Deux entrepreneur néerlandais de Den Helder le prennent sous leurs ailes et le ramènent aux Pays-Bas. Ils déchantent rapidement…

Parenthèse : différentes classes de sous-marins

Si comme moi vous êtes néophytes en la matière, laissez moi vous faire un petit récap’ :
Le sous-marin noir d’NDSM est vendu comme un  »Foxtrot » : La classe Foxtrot est le code OTAN pour une classe de sous-marins soviétiques à propulsion diesel-électrique. Ils étaient en mesure d’opérer sans interruption à grande profondeur durant 4 jours et pouvaient embarquer 22 torpilles : 18 à l’avant et 4 à l’arrière.

OR… Revenus dans le plat pays les deux hommes d’affaires réalisent qu’il s’agit bel et bien d’un sous-marin de classe Zulu, soit une version antérieure.

Ils s’en débarrassent donc pour la modeste somme de 56.000€.
(On est toujours en droit de se demander : Que diable allaient-ils faire dans cette galère auraient-ils fait d’un sous-marin ?)

De bras en bras

S’en suit une longue crise d’appartenance pour le malheureux vaisseau : l’architecte Michael Nijdam le rachète et le ramène sur NDSM avec le projet un peu fou d’en faire un lieu d’exposition et une chambre de présentation pour les entreprises.

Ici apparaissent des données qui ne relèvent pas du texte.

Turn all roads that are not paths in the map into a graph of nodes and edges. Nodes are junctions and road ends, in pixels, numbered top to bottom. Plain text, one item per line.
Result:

Mis à part une réunion de travail de l’équipe Heineken et un défilé de mode (Ubbink), le pauvre sous-marin en fin de vie n’attire ni foule ni contrats.

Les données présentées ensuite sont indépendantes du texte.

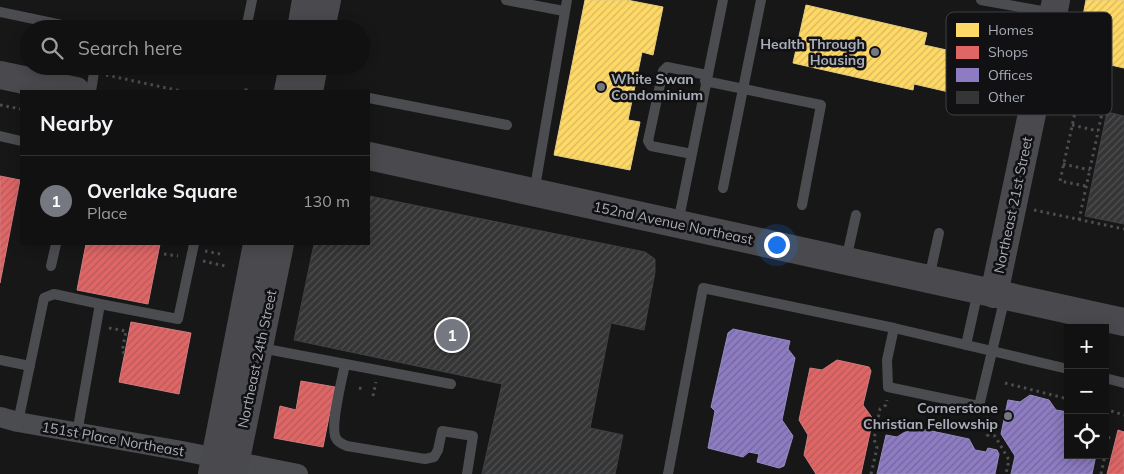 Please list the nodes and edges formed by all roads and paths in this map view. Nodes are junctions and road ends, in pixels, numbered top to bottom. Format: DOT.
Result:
graph roads {
  1 [pos="252,0"];
  2 [pos="306,0"];
  3 [pos="327,0"];
  4 [pos="506,0"];
  5 [pos="567,0"];
  6 [pos="722,0"];
  7 [pos="762,0"];
  8 [pos="981,0"];
  9 [pos="0,12"];
  10 [pos="564,12"];
  11 [pos="1054,12"];
  12 [pos="38,20"];
  13 [pos="248,20"];
  14 [pos="303,20"];
  15 [pos="323,20"];
  16 [pos="0,75"];
  17 [pos="94,75"];
  18 [pos="118,75"];
  19 [pos="291,75"];
  20 [pos="312,75"];
  21 [pos="706,78"];
  22 [pos="742,89"];
  23 [pos="71,90"];
  24 [pos="91,90"];
  25 [pos="177,90"];
  26 [pos="288,90"];
  27 [pos="309,90"];
  28 [pos="370,98"];
  29 [pos="0,105"];
  30 [pos="20,109"];
  31 [pos="1032,115"];
  32 [pos="1074,115"];
  33 [pos="1102,115"];
  34 [pos="507,125"];
  35 [pos="1072,125"];
  36 [pos="1098,131"];
  37 [pos="0,136"];
  38 [pos="20,141"];
  39 [pos="692,154"];
  40 [pos="370,156"];
  41 [pos="1063,164"];
  42 [pos="1090,170"];
  43 [pos="1086,186"];
  44 [pos="723,188"];
  45 [pos="534,194"];
  46 [pos="802,205"];
  47 [pos="1031,209"];
  48 [pos="856,216"];
  49 [pos="1079,220"];
  50 [pos="678,224"];
  51 [pos="1124,229"];
  52 [pos="939,233"];
  53 [pos="56,245"];
  54 [pos="194,245"];
  55 [pos="257,245"];
  56 [pos="280,245"];
  57 [pos="203,250"];
  58 [pos="164,254"];
  59 [pos="220,254"];
  60 [pos="181,257"];
  61 [pos="200,261"];
  62 [pos="846,261"];
  63 [pos="52,266"];
  64 [pos="225,266"];
  65 [pos="929,279"];
  66 [pos="993,293"];
  67 [pos="100,304"];
  68 [pos="1124,322"];
  69 [pos="108,328"];
  70 [pos="894,328"];
  71 [pos="966,345"];
  72 [pos="260,348"];
  73 [pos="992,351"];
  74 [pos="125,353"];
  75 [pos="0,360"];
  76 [pos="345,364"];
  77 [pos="30,366"];
  78 [pos="1064,368"];
  79 [pos="1109,379"];
  80 [pos="376,381"];
  81 [pos="1005,383"];
  82 [pos="1124,383"];
  83 [pos="451,384"];
  84 [pos="890,387"];
  85 [pos="359,388"];
  86 [pos="364,389"];
  87 [pos="374,396"];
  88 [pos="1064,398"];
  89 [pos="979,406"];
  90 [pos="1109,410"];
  91 [pos="1124,415"];
  92 [pos="9,420"];
  93 [pos="77,434"];
  94 [pos="1104,459"];
  95 [pos="224,466"];
  96 [pos="298,474"];
  97 [pos="467,474"];
  98 [pos="668,474"];
  99 [pos="872,474"];
  100 [pos="1006,474"];
  101 [pos="1101,474"];
  1 -- 13 [label="lane"];
  2 -- 14 [label="street"];
  3 -- 15 [label="street"];
  4 -- 10 [label="lane"];
  5 -- 10 [label="lane"];
  6 -- 21 [label="lane"];
  7 -- 22 [label="lane"];
  8 -- 11 [label="lane"];
  9 -- 12 [label="lane"];
  10 -- 45 [label="lane"];
  16 -- 23 [label="street"];
  17 -- 24 [label="lane"];
  18 -- 25 [label="path"];
  19 -- 26 [label="street"];
  20 -- 27 [label="street"];
  21 -- 22 [label="lane"];
  21 -- 39 [label="lane"];
  21 -- 39 [label="lane"];
  22 -- 44 [label="lane"];
  22 -- 46 [label="lane"];
  28 -- 34 [label="lane"];
  29 -- 30 [label="path"];
  31 -- 66 [label="street, Northeast 21st Street"];
  32 -- 35 [label="path"];
  33 -- 36 [label="path"];
  35 -- 36 [label="path"];
  35 -- 41 [label="path"];
  36 -- 42 [label="path"];
  37 -- 38 [label="lane"];
  39 -- 50 [label="lane"];
  40 -- 45 [label="street, 152nd Avenue Northeast"];
  41 -- 42 [label="path"];
  41 -- 43 [label="path"];
  42 -- 43 [label="path"];
  43 -- 49 [label="path"];
  45 -- 50 [label="street, 152nd Avenue Northeast"];
  47 -- 49 [label="path"];
  48 -- 62 [label="lane"];
  49 -- 51 [label="path"];
  50 -- 62 [label="street, 152nd Avenue Northeast"];
  52 -- 65 [label="lane"];
  53 -- 63 [label="lane"];
  54 -- 67 [label="lane"];
  55 -- 95 [label="street, Northeast 24th Street"];
  56 -- 72 [label="street, Northeast 24th Street"];
  57 -- 59 [label="path"];
  58 -- 60 [label="path"];
  61 -- 64 [label="path"];
  62 -- 65 [label="street, 152nd Avenue Northeast"];
  65 -- 66 [label="street, 152nd Avenue Northeast"];
  66 -- 68 [label="street, 152nd Avenue Northeast"];
  66 -- 71 [label="lane"];
  66 -- 73 [label="lane"];
  67 -- 77 [label="lane"];
  67 -- 93 [label="lane"];
  69 -- 74 [label="path"];
  70 -- 71 [label="lane"];
  70 -- 84 [label="lane"];
  70 -- 98 [label="lane"];
  71 -- 73 [label="lane"];
  72 -- 76 [label="lane"];
  72 -- 95 [label="street, Northeast 24th Street"];
  73 -- 78 [label="lane"];
  73 -- 89 [label="lane"];
  75 -- 77 [label="lane"];
  76 -- 83 [label="lane"];
  76 -- 97 [label="lane"];
  77 -- 92 [label="lane"];
  79 -- 82 [label="lane"];
  80 -- 87 [label="path"];
  81 -- 88 [label="path"];
  84 -- 89 [label="lane"];
  84 -- 99 [label="path"];
  85 -- 86 [label="path"];
  89 -- 100 [label="path"];
  90 -- 91 [label="path"];
  92 -- 93 [label="street, 151st Place Northeast"];
  93 -- 95 [label="street, 151st Place Northeast"];
  94 -- 101 [label="path"];
  95 -- 96 [label="street, 151st Place Northeast"];
}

En accord avec la municipalité du quartier, Nijdam le  »lègue » pour 10.000€ à la fondation des Bateaux Historiques de KNSM-Eiland Amsterdam. Sensé devenir une pièce d’exposition majeure du quartier maritime, le majestueux Foxtrot est resté plus d’une décennie réduit à une belle attraction rouillée.

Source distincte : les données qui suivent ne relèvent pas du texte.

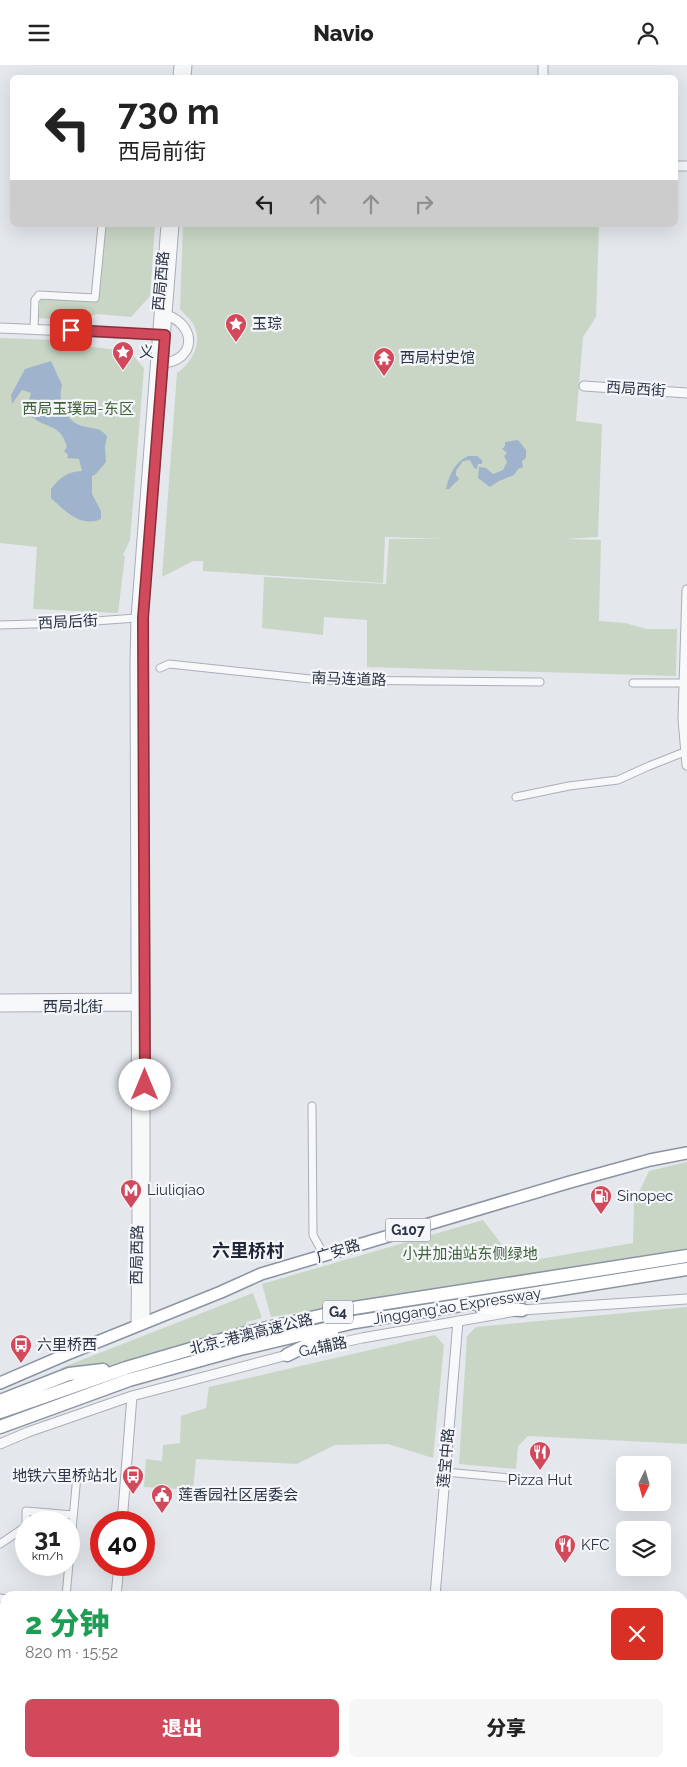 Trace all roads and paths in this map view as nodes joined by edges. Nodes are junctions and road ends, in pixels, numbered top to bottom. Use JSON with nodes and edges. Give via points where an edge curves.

En 2009, un investisseur turc le rachète (au grand dam de Michael Nijdam qui se considère complètement floué dans toute cette opération), mais encore une fois le sous-marin ne portera pas chance à son propriétaire ! Le Foxtrot doit partir pour aller se faire démolir, mais les autorisations trainent car les conditions de navigation sont drastiques et le vieux vaisseau ne respecte aucunement les normes européennes.
La procédure dure tant et si bien que la crise économique passe par là, et les prix de vente de l’acier chutent (de 332 euros la tonne à 78 euros – au mois de juillet 2008) ! Les chantiers Marintec le rachètent, encore une fois au rabais. Et se retrouvent aujourd’hui contraints à plier bagages et quitter les eaux territoriales de la ville.

Le songe d’une nuit d’été

Retraite peu glorieuse pour le vieux maitre ? Ce serait une conclusion un peu trop hâtive…
En juillet 2005 le Festival Over Het IJ & le compositeur Merlijn Twaalfhoven lui offre une sacré heure de gloire avec le spectacle de théâtre Kursk, dont de nombreuses archives sont accessibles en ligne.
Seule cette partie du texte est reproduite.